9. Limitation of Payments and Benefits.
To the extent that any of the payments and benefits provided for in this Agreement or otherwise payable to you (the Payments) constitute parachute payments within the meaning of Section 280G of the Internal Revenue Code of 1986, as amended (the Code), the amount of such Payments shall be either:
(a) the full amount of the Payments, or
(b) a reduced amount that would result in no portion of the Payments being subject to the excise tax imposed pursuant to Section 4999 of the Code (the Excise Tax),
whichever of the foregoing amounts, taking into account the applicable federal, state and local income taxes and the Excise Tax, results in the receipt by you, on an after-tax basis, of the greatest amount of benefit. In the event that any Excise Tax is imposed on the Payments, you will be fully responsible for the payment of any and all Excise Tax, and the Company will not be obligated to pay all or any portion of any Excise Tax.
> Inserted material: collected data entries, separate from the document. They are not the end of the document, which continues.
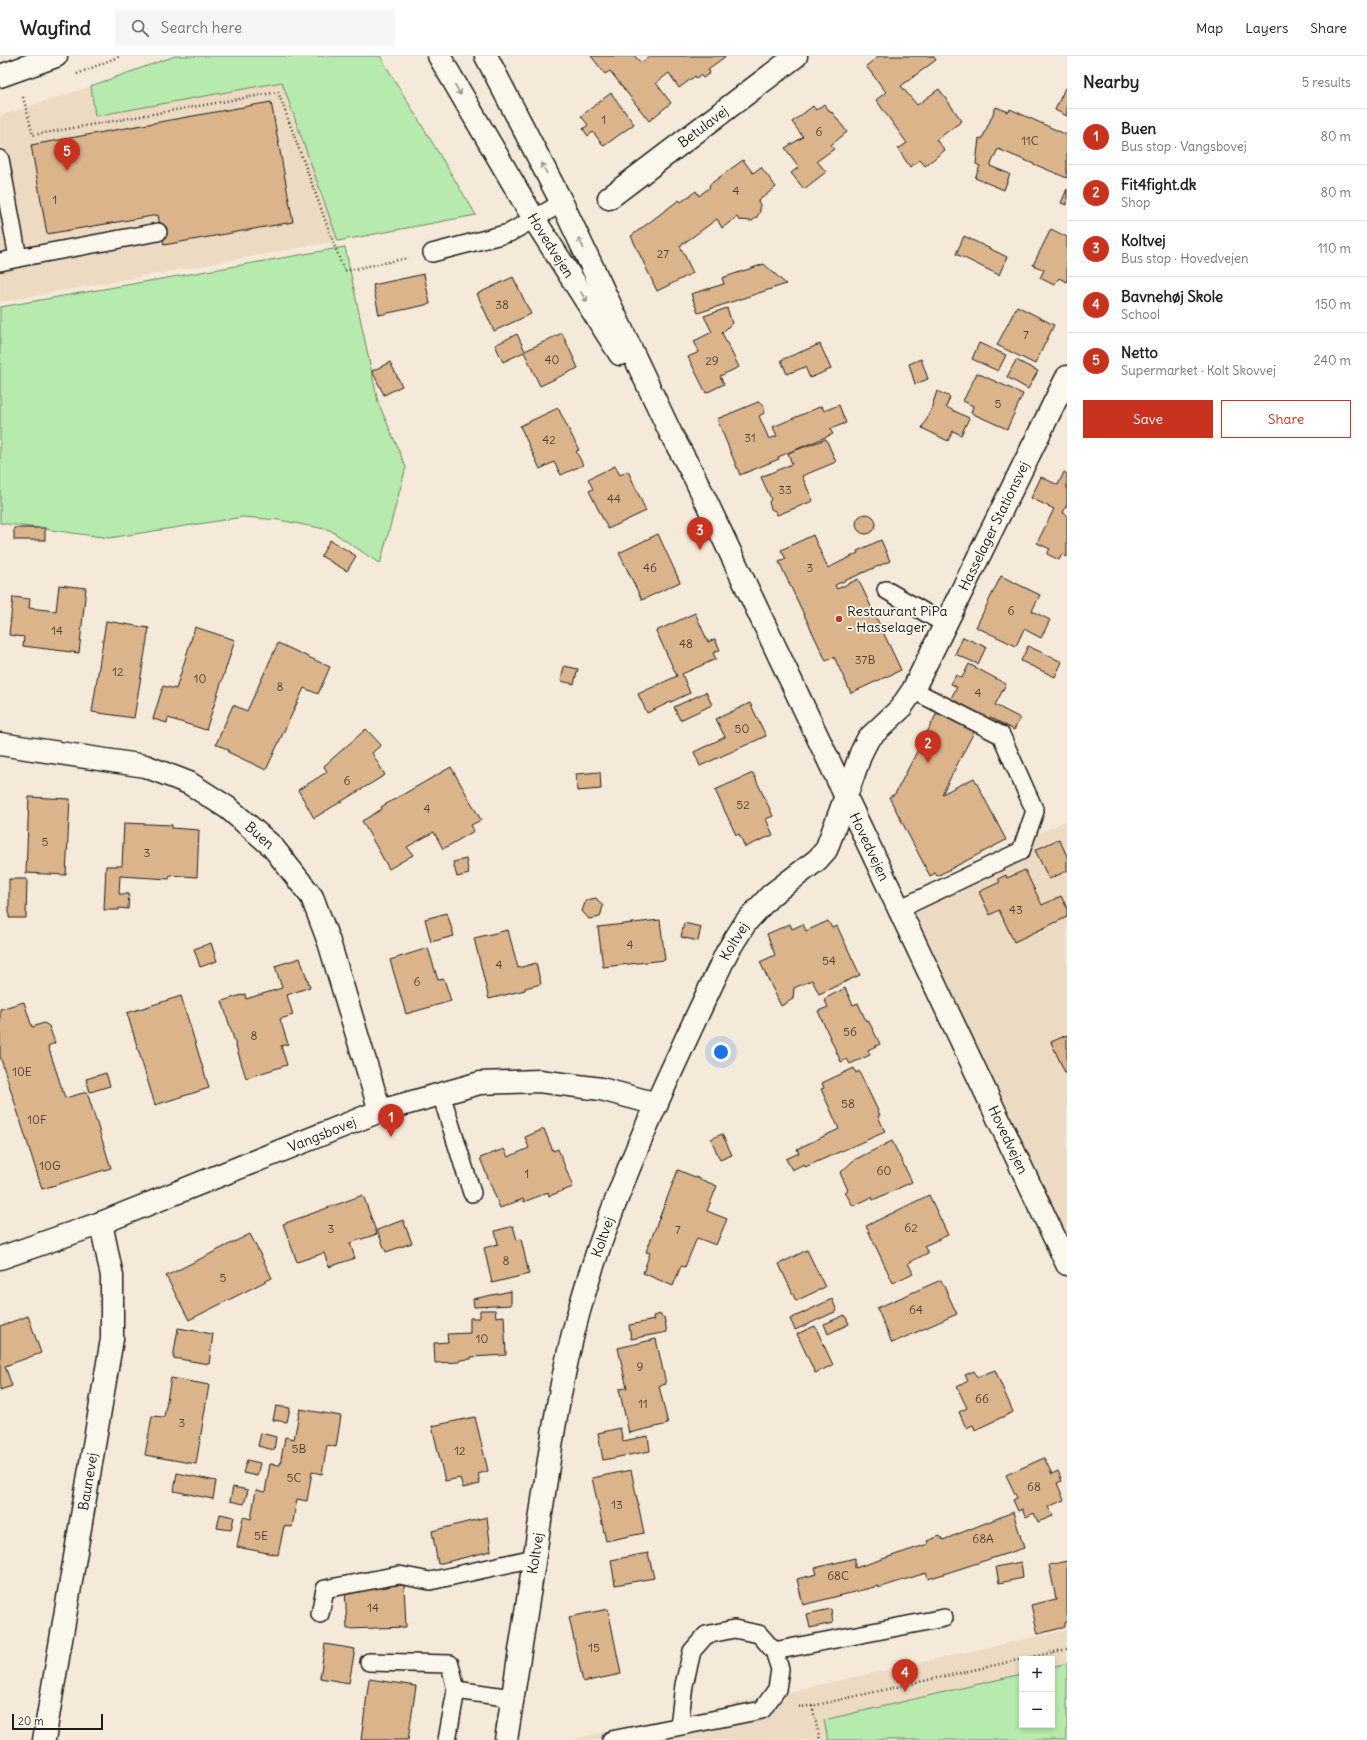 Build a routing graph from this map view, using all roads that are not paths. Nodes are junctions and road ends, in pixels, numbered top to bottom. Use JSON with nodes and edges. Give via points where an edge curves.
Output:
{"nodes":[{"id":1,"x":56,"y":56,"type":"edge"},
{"id":2,"x":438,"y":56,"type":"edge"},
{"id":3,"x":486,"y":56,"type":"edge"},
{"id":4,"x":796,"y":56,"type":"edge"},
{"id":5,"x":0,"y":76,"type":"edge"},
{"id":6,"x":0,"y":159,"type":"edge"},
{"id":7,"x":609,"y":198,"type":"dead end"},
{"id":8,"x":562,"y":203,"type":"junction"},
{"id":9,"x":534,"y":219,"type":"junction"},
{"id":10,"x":158,"y":232,"type":"dead end"},
{"id":11,"x":432,"y":253,"type":"road end"},
{"id":12,"x":18,"y":258,"type":"junction"},
{"id":13,"x":0,"y":262,"type":"edge"},
{"id":14,"x":1067,"y":377,"type":"edge"},
{"id":15,"x":670,"y":431,"type":"junction"},
{"id":16,"x":886,"y":590,"type":"dead end"},
{"id":17,"x":945,"y":624,"type":"junction"},
{"id":18,"x":913,"y":690,"type":"junction"},
{"id":19,"x":0,"y":744,"type":"edge"},
{"id":20,"x":846,"y":796,"type":"junction"},
{"id":21,"x":899,"y":909,"type":"junction"},
{"id":22,"x":441,"y":1094,"type":"junction"},
{"id":23,"x":657,"y":1104,"type":"junction"},
{"id":24,"x":380,"y":1111,"type":"junction"},
{"id":25,"x":472,"y":1193,"type":"dead end"},
{"id":26,"x":101,"y":1223,"type":"junction"},
{"id":27,"x":1064,"y":1251,"type":"edge"},
{"id":28,"x":0,"y":1258,"type":"edge"},
{"id":29,"x":534,"y":1558,"type":"junction"},
{"id":30,"x":320,"y":1614,"type":"dead end"},
{"id":31,"x":944,"y":1618,"type":"dead end"},
{"id":32,"x":774,"y":1651,"type":"junction"},
{"id":33,"x":369,"y":1662,"type":"dead end"},
{"id":34,"x":456,"y":1690,"type":"junction"},
{"id":35,"x":512,"y":1698,"type":"junction"},
{"id":36,"x":679,"y":1726,"type":"junction"},
{"id":37,"x":44,"y":1740,"type":"edge"},
{"id":38,"x":448,"y":1740,"type":"edge"},
{"id":39,"x":506,"y":1740,"type":"edge"},
{"id":40,"x":611,"y":1740,"type":"edge"}],
"edges":[{"from":1,"to":5,"type":"street"},
{"from":2,"to":9,"type":"street","name":"Hovedvejen","one_way":true},
{"from":8,"to":3,"type":"street","name":"Hovedvejen","one_way":true},
{"from":4,"to":7,"type":"street","name":"Betulavej"},
{"from":6,"to":12,"type":"lane"},
{"from":8,"to":9,"type":"lane"},
{"from":15,"to":8,"type":"street","name":"Hovedvejen","one_way":true},
{"from":9,"to":11,"type":"lane","via":[[509,233]]},
{"from":9,"to":15,"type":"street","name":"Hovedvejen","one_way":true},
{"from":10,"to":12,"type":"lane"},
{"from":12,"to":13,"type":"lane"},
{"from":14,"to":17,"type":"street","name":"Hasselager Stationsvej"},
{"from":15,"to":20,"type":"street","name":"Hovedvejen","via":[[695,478]]},
{"from":16,"to":17,"type":"lane"},
{"from":17,"to":18,"type":"street","name":"Hasselager Stationsvej"},
{"from":18,"to":20,"type":"street","name":"Hasselager Stationsvej","via":[[900,709],[868,739]]},
{"from":18,"to":21,"type":"lane","via":[[1001,735],[1035,811],[1021,852]]},
{"from":19,"to":24,"type":"street","name":"Buen","via":[[145,766],[189,783],[228,808],[272,846],[312,897],[330,942]]},
{"from":20,"to":21,"type":"street","name":"Hovedvejen"},
{"from":20,"to":23,"type":"street","name":"Koltvej","via":[[826,850],[817,860],[771,895],[746,922],[727,952]]},
{"from":21,"to":27,"type":"street","name":"Hovedvejen"},
{"from":22,"to":23,"type":"street","name":"Vangsbovej","via":[[480,1083],[539,1081],[601,1089]]},
{"from":22,"to":24,"type":"street","name":"Vangsbovej"},
{"from":22,"to":25,"type":"lane"},
{"from":23,"to":29,"type":"street","name":"Koltvej","via":[[627,1170],[600,1240],[578,1313],[563,1383]]},
{"from":24,"to":26,"type":"street","name":"Vangsbovej"},
{"from":26,"to":28,"type":"street","name":"Vangsbovej"},
{"from":26,"to":37,"type":"street","name":"Baunevej","via":[[112,1276],[112,1339]]},
{"from":29,"to":30,"type":"lane","via":[[430,1581],[399,1575],[325,1589]]},
{"from":29,"to":35,"type":"street","name":"Koltvej"},
{"from":31,"to":32,"type":"lane"},
{"from":32,"to":36,"type":"lane","via":[[780,1669],[777,1689],[762,1710]]},
{"from":32,"to":36,"type":"lane","via":[[759,1634],[734,1629],[706,1635],[692,1651],[684,1685]]},
{"from":33,"to":34,"type":"lane","via":[[450,1664]]},
{"from":34,"to":35,"type":"lane"},
{"from":34,"to":38,"type":"lane"},
{"from":35,"to":39,"type":"street","name":"Koltvej"},
{"from":36,"to":40,"type":"lane"}]} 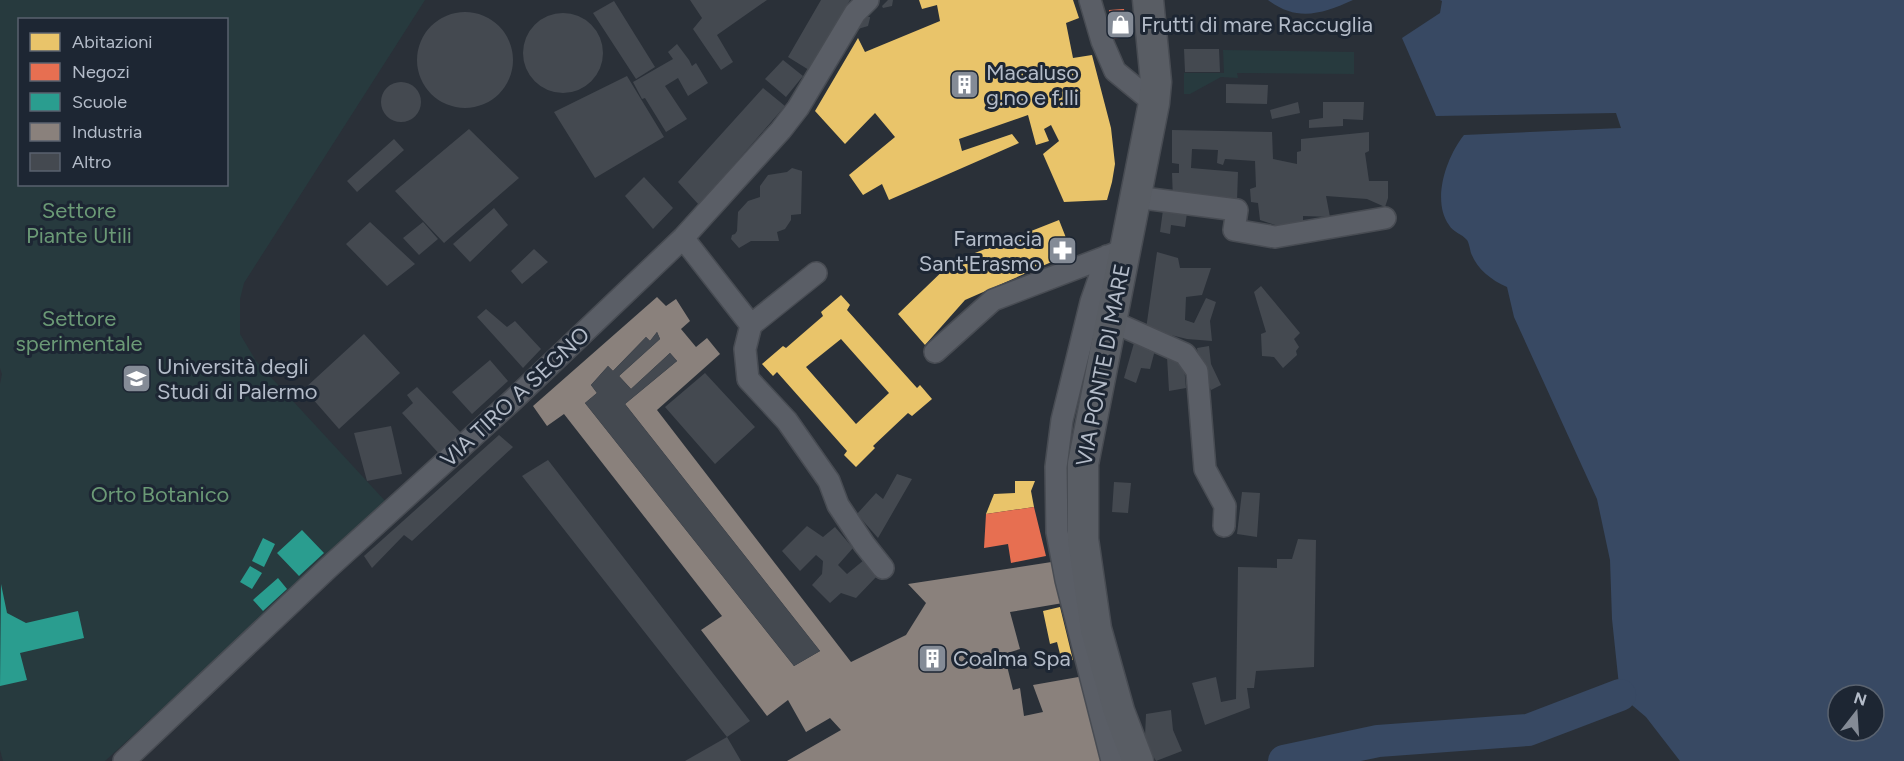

10. Other Activities. In order to protect the Companys valuable proprietary information, you agree that during your employment you will not, as a compensated or uncompensated officer, director, consultant, advisor, partner, joint venturer, investor, independent contractor, employee or otherwise, provide any labor, services, advice or assistance to any entity or its successor involved in the design, manufacture, distribution (directly or indirectly), or integration of any digital microwave products and used in terrestrial microwave point-to-point telecommunications networks anywhere in the world. You acknowledge and agree that the restrictions contained in the preceding sentence are reasonable and necessary. You also agree that for a period of twelve (12) months after your employment terminates, you will not solicit any employee of the Company directly or indirectly to leave employment with the Company for any purpose, including but not limited to for purposes of providing labor, services, advice or assistance to any entity or individual. In the event of your breach of this Paragraph, the Company shall not be obligated to provide you with any further severance payments or benefits subsequent to such breach, in addition to other remedies available under applicable laws.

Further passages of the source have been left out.